Lo studio professionale non obbliga all’Irap

Il semplice possesso di uno studio da parte di un professionista non è condizione sufficiente per determinare l'assoggettamento all'imposta Irap, in quanto non costituisce automaticamente bene strumentale eccedente il minimo, ma sono i giudici di merito che devono accertare la questione, di volta in volta, in base alle sue caratteristiche di ubicazione e dimensione. Questa la sostanza dell’ordinanza n. 23155 depositata il 16/11/2010 che trae origine dal ricorso per cassazione di un avvocato il quale impugnava la sentenza della Ctr che aveva ritenuto il possesso dello studio di 100 mq. un elemento sufficiente per assoggettare a Irap.
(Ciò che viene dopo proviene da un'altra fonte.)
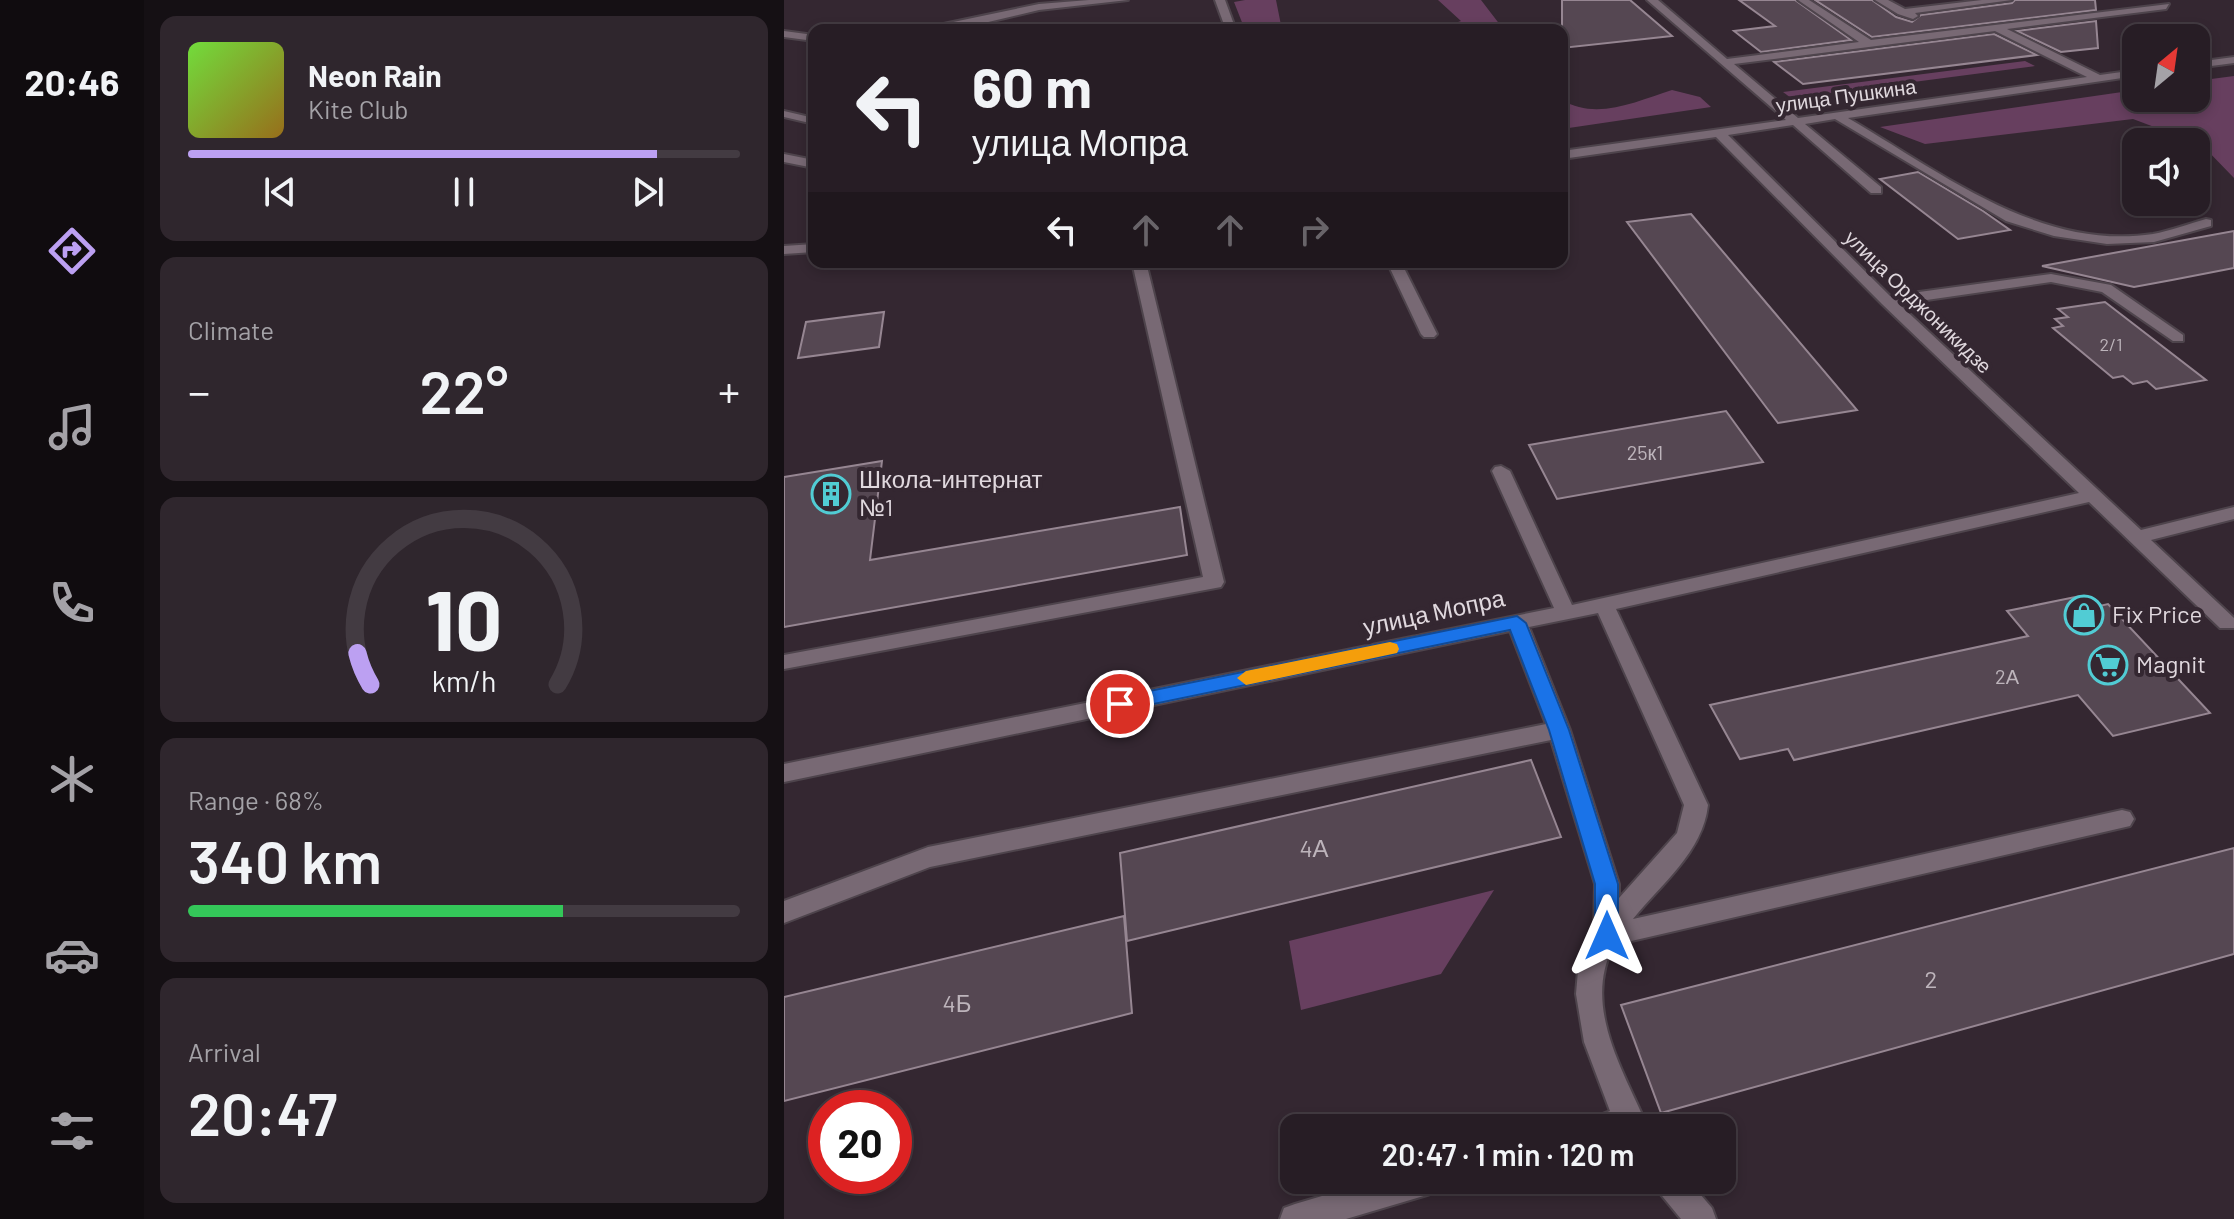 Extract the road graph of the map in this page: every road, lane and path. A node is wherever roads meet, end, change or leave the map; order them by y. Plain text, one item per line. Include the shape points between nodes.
1 (1123, 0) edge
2 (1220, 0) edge
3 (1652, 0) edge
4 (1803, 0) edge
5 (1880, 0) edge
6 (2007, 0) edge
7 (2166, 6) dead end
8 (1901, 12) junction
9 (1927, 20) dead end
10 (967, 24) edge
11 (1229, 24) edge
12 (1941, 24) dead end
13 (1997, 28) junction
14 (1967, 32) junction
15 (784, 34) edge
16 (808, 37) edge
17 (1869, 44) junction
18 (2234, 60) edge
19 (1725, 62) junction
20 (2210, 63) edge
21 (2122, 75) edge
22 (2100, 79) junction
23 (784, 114) edge
24 (1839, 117) junction
25 (808, 120) edge
26 (1795, 123) junction
27 (1720, 134) junction
28 (1568, 154) edge
29 (784, 158) edge
30 (808, 163) edge
31 (1876, 190) dead end
32 (2206, 223) dead end
33 (808, 248) edge
34 (784, 250) edge
35 (1140, 268) edge
36 (1397, 268) edge
37 (1887, 301) junction
38 (1429, 334) dead end
39 (2178, 338) dead end
40 (1501, 471) dead end
41 (2092, 496) junction
42 (2234, 513) edge
43 (2138, 537) junction
44 (1604, 605) junction
45 (1566, 613) junction
46 (1517, 623) junction
47 (2227, 623) dead end
48 (784, 662) edge
49 (1559, 730) junction
50 (784, 773) edge
51 (2122, 819) dead end
52 (784, 912) edge
53 (1607, 936) junction
54 (1619, 1114) edge
55 (1380, 1194) edge
56 (1680, 1194) edge
57 (1295, 1219) edge
58 (1701, 1219) edge

1 - 10 street via 1039,7
2 - 11 street
3 - 19 street
4 - 17 street
5 - 8 street
6 - 8 street
7 - 13 street
8 - 9 street
12 - 14 street
13 - 14 street
13 - 22 street
14 - 17 street
15 - 16 street
17 - 19 street
18 - 20 street
19 - 26 street
21 - 22 street, улица Пушкина
22 - 24 street, улица Пушкина
23 - 25 street
24 - 26 street, улица Пушкина
24 - 32 street via 2011,218 2059,233 2107,240 2154,238
26 - 27 street, улица Пушкина
26 - 31 street
27 - 28 street, улица Пушкина
27 - 37 street, улица Орджоникидзе
29 - 30 street
33 - 34 street
35 - 48 street via 1214,582
36 - 38 street
37 - 39 street via 2051,278 2106,288
37 - 41 street, улица Орджоникидзе
40 - 45 street
41 - 43 street, улица Орджоникидзе
41 - 44 street, улица Мопра
42 - 43 street
43 - 47 street, улица Орджоникидзе
44 - 45 street, улица Мопра
44 - 53 street via 1696,805 1696,820 1684,842
45 - 46 street, улица Мопра
46 - 49 street
46 - 50 street, улица Мопра
49 - 52 street via 928,857
49 - 53 street via 1607,884
51 - 53 street
53 - 54 street via 1592,967 1592,1013
55 - 57 street
56 - 58 street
La Cassazione, accogliendo il ricorso del contribuente, ha ritenuto giuridicamente errata l'affermazione della Ctr nella parte in cui ha reputato sussistere una pur minima struttura organizzata costituita appunto dal possesso dello studio, distinto dall'abitazione, di 100 mq; ha invece ricordato, che i presupposti dell'Irap siano costituiti dal possesso di beni strumentali eccedenti il minimo indispensabile per l'esercizio della professione, ovvero dall'avvalersi in modo non occasionale di lavoro altrui. Il caso sarà ora all’esame di un'altra sezione della stessa Ctr che dovrà accertare se lo studio, per ubicazione e dimensioni, possa essere considerato valore di bene strumentale minimale.